Why Do We Excuse Bad Behavior?

Managers Need to Step Up and Course-Correct

Employee playing instead of working
I recently met with the head of a company who said she’s finally figured it out. She actually had to fire some employees if she wanted to grow the business and create the kind of work environment she envisioned. Even though these employees had been loyal and been with the company for many years, they were toxic. She had continuously excused their bad behavior because they were good at their job and, well, had just been there so long it didn’t seem right to let them go. They had become her friends. She’s now experiencing the relief of her decision. Without the distractions of dealing with the bad behavior, her senior management can focus on the important work of expanding the business and the brand.

Why do we as humans put up with bad behaviour? Is it because we’re tired, scared, don’t want to ruffle feathers? My daughter joined a paddling club this summer. After the initial anxiety of tipping, she got the hang of it and now eagerly heads off to the lake to master her new craft. She’s got a great club and coaches who encourage her. Unfortunately the regattas, which the clubs come together to participate in, have been a different story. Not for everyone of course, but for my daughter who is new to the sport and doesn’t yet understand how it all works, the racing part has been frustrating. Most troubling for me has been the official who sits in a boat out of parent’s reach, barking orders at her likes she’s a seasoned professional and should know better. She doesn’t. She’s eight. And so twice she has left the dock smiling and determined and twice she has returned with tears running down her face ready to give up because she felt like she wasn’t worthy or good enough. My daughter has been the casualty of what I would describe as bad behaviour, yet as far as I can tell there’s no accountability. In my opinion it’s because the official has been in the sport for many years and has had some success at the competitive levels. Perhaps that’s why the bad behavior at my daughter’s level is ignored.

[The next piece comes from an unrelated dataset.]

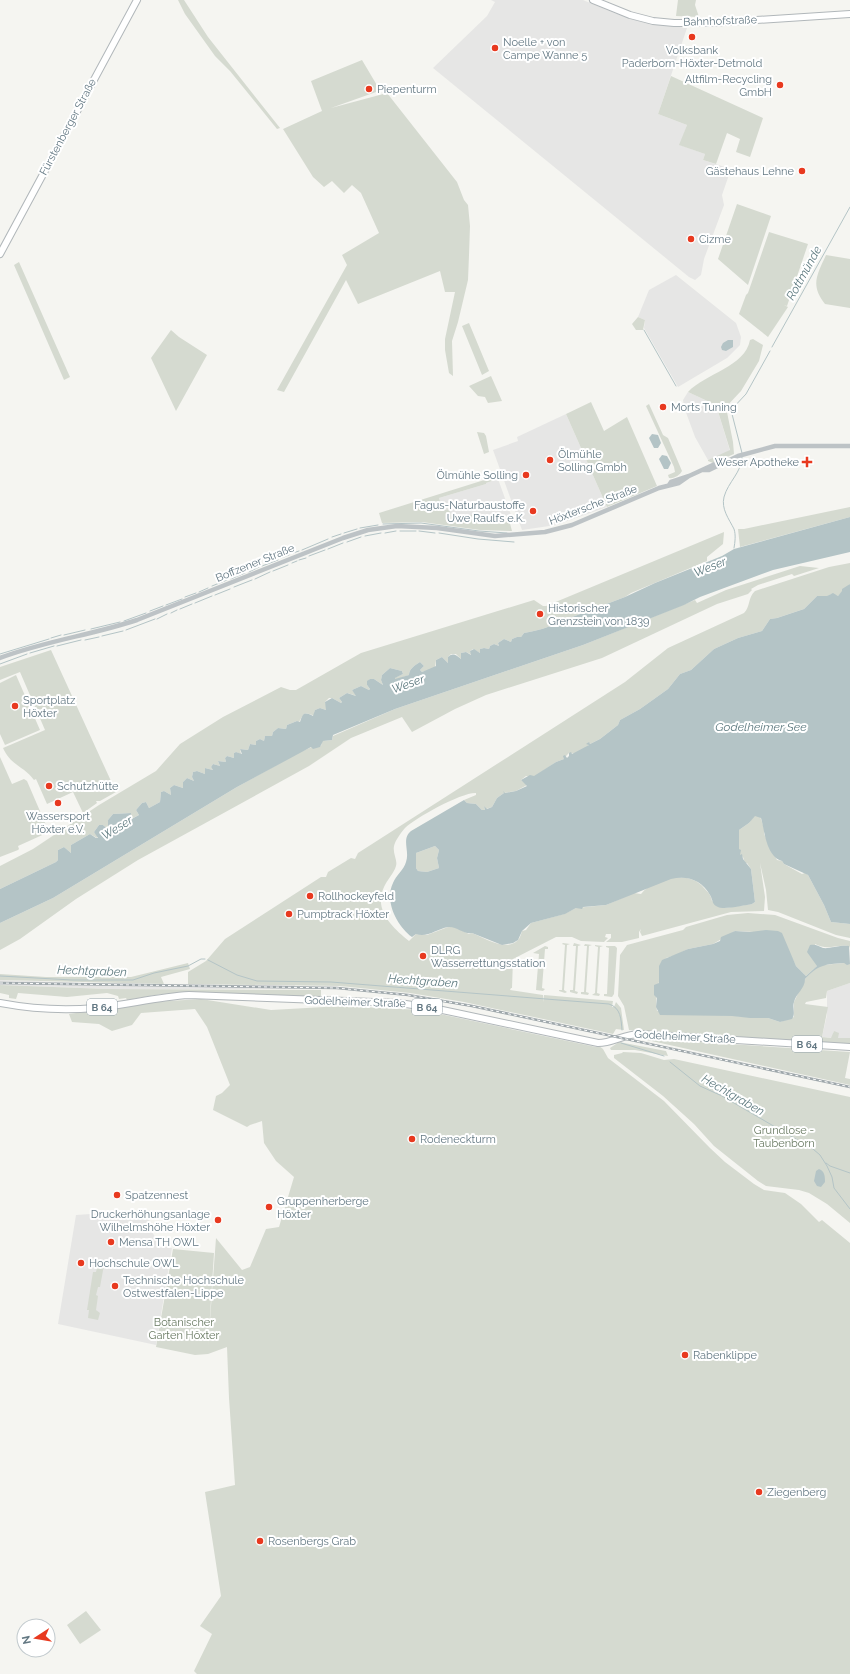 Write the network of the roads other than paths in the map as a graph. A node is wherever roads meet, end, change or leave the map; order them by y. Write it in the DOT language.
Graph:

I was in a meeting not long ago where my jaw actually dropped. I was sitting with a senior manager discussing how to best engage a team that was geographically dispersed. There was one location in particular that I kept coming back to because it wasn’t making sense to me why there were such problems there. Finally, they whispered to me that the manager in that office had been found snorting an illegal substance at work. And you didn’t fire him? Well, no… this manager has just been here so long…and he’s the top salesperson.  Right. I already feel like the cops are going to be knocking on my door just for writing this. Obviously this is an extreme example. And no, they did not become my client.

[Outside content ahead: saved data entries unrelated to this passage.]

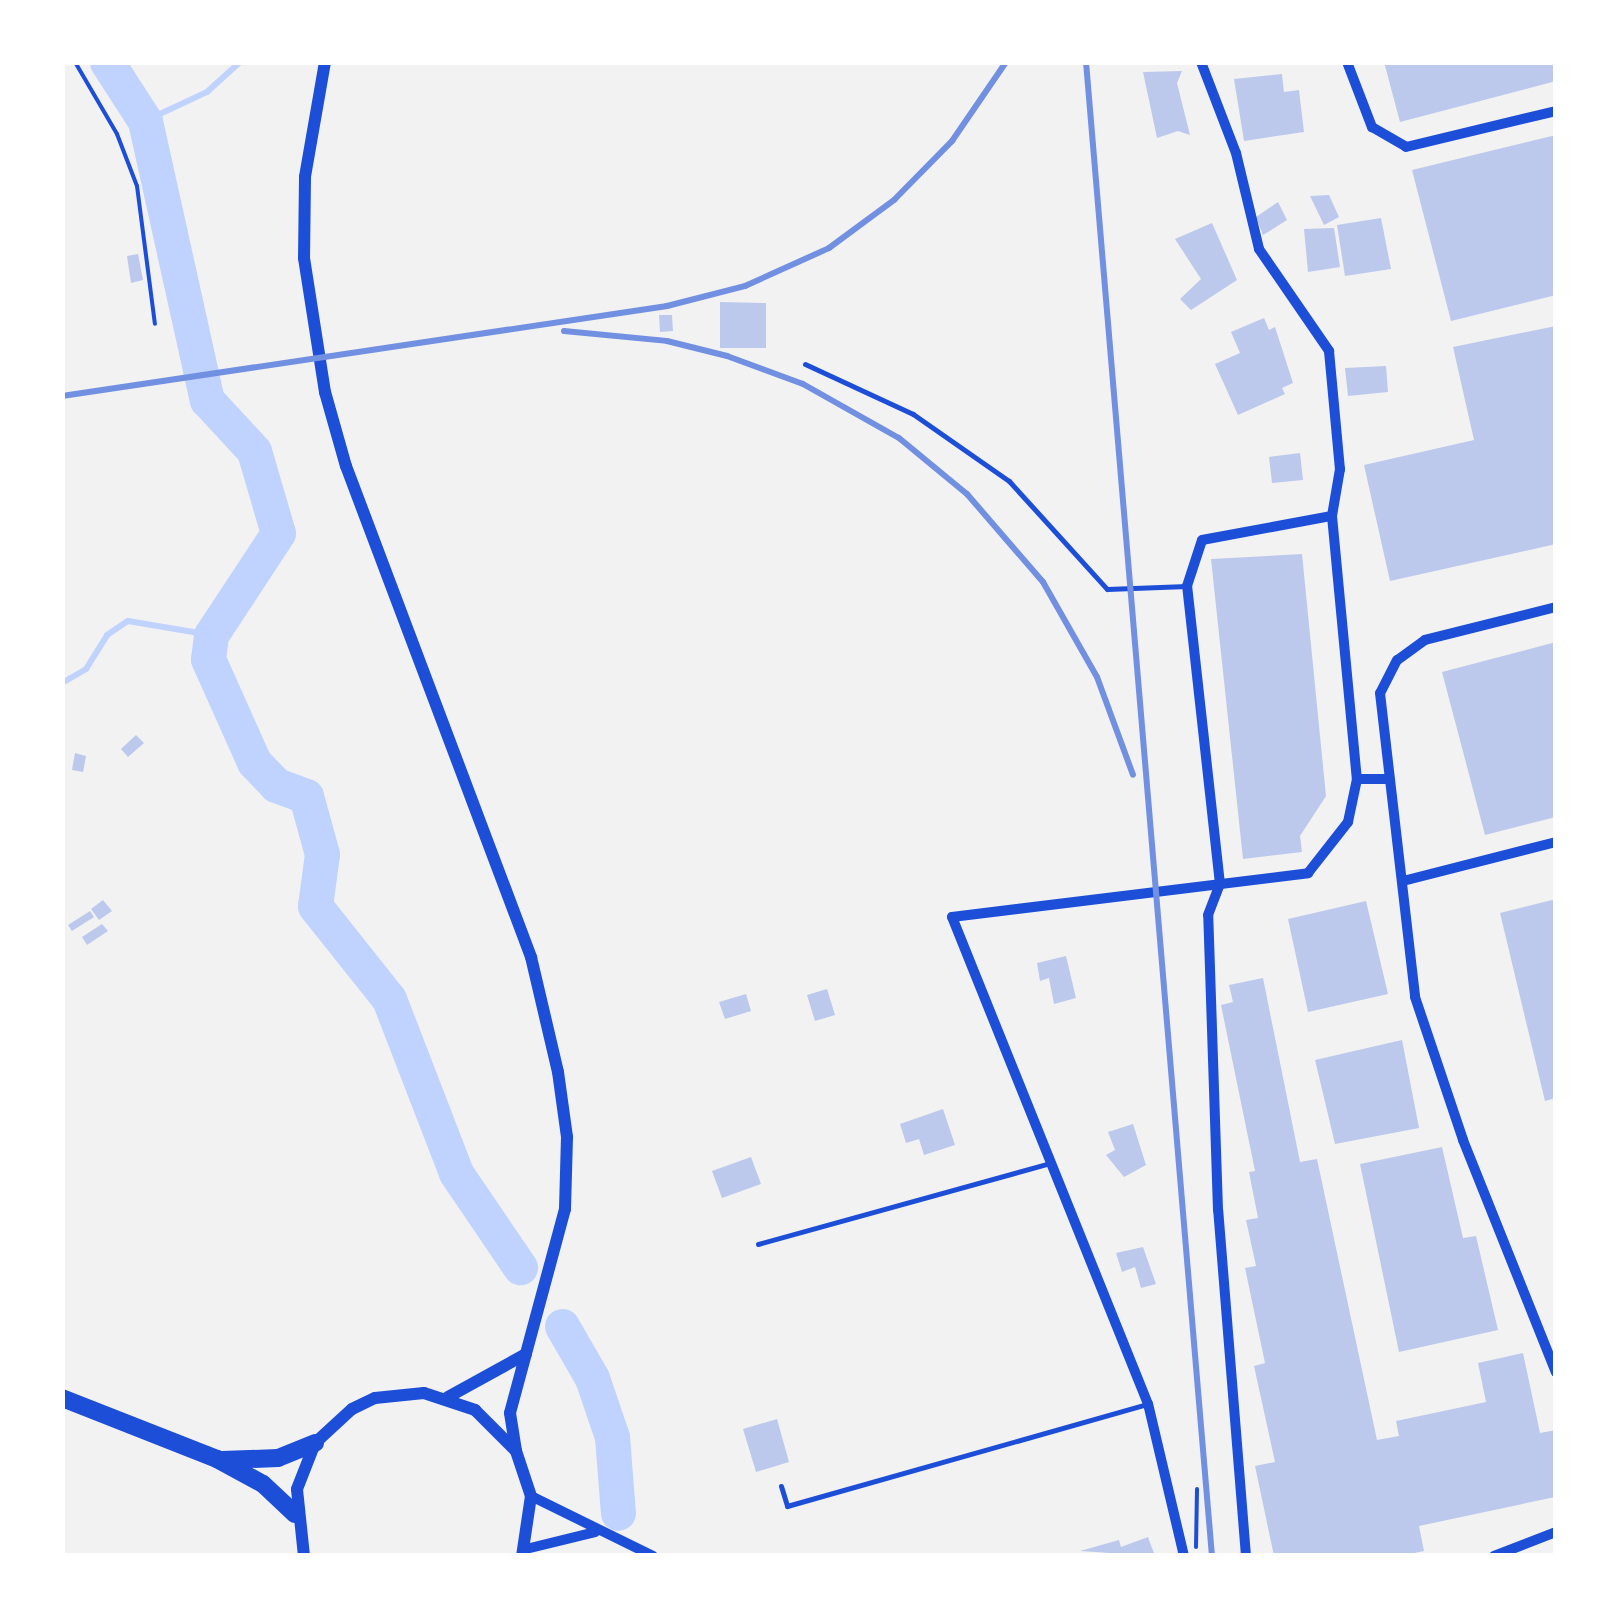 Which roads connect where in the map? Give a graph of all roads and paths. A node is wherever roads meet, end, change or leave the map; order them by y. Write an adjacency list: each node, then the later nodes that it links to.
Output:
1 (75, 62): 6 (path)
2 (326, 62): 18 (street)
3 (1201, 62): 8 (street)
4 (1347, 62): 5 (street)
5 (1556, 111)
6 (155, 324)
7 (805, 364): 9 (lane)
8 (1332, 516): 9 (street); 11 (street)
9 (1187, 586): 15 (street)
10 (1556, 607): 12 (street)
11 (1357, 779): 12 (street); 15 (street)
12 (1386, 779): 14 (street)
13 (1556, 842): 14 (street)
14 (1404, 881): 19 (street)
15 (1220, 884): 16 (street); 36 (street)
16 (1048, 1164): 17 (lane); 22 (street)
17 (758, 1244)
18 (526, 1354): 20 (street); 24 (street)
19 (1556, 1372)
20 (448, 1397): 23 (street); 24 (street)
21 (62, 1398): 25 (highway)
22 (1148, 1404): 26 (lane); 33 (street)
23 (315, 1443): 25 (highway); 29 (street)
24 (516, 1451): 28 (street)
25 (217, 1459): 29 (highway)
26 (781, 1486)
27 (1197, 1490): 33 (path)
28 (531, 1496): 30 (street); 32 (street)
29 (295, 1514): 34 (street)
30 (595, 1532): 32 (street); 35 (street)
31 (1556, 1532): 37 (street)
32 (524, 1552)
33 (1184, 1553)
34 (304, 1556)
35 (652, 1556)
36 (1246, 1556)
37 (1494, 1556)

When people stay in organizations too long they can work themselves into Positions of Power that allow them to behave badly and get away with it. This isn’t a large percentage – but they are there. And these one or two individuals are distracting the rest of your workforce who are trying to get on board with your vision.

I often ask my clients to focus on the bigger picture and think about the outcomes. What is it that you’re trying to create? When you do that, it should become clear who fits with that picture and who doesn’t.  My view is to keep people in the roles where they actually add value. Not cause collateral damage.  If someone is no longer a fit with your vision you can either help them find a role within your company where they shine or with another company where they are better matched.  To me, that’s being a better friend—and a better manager.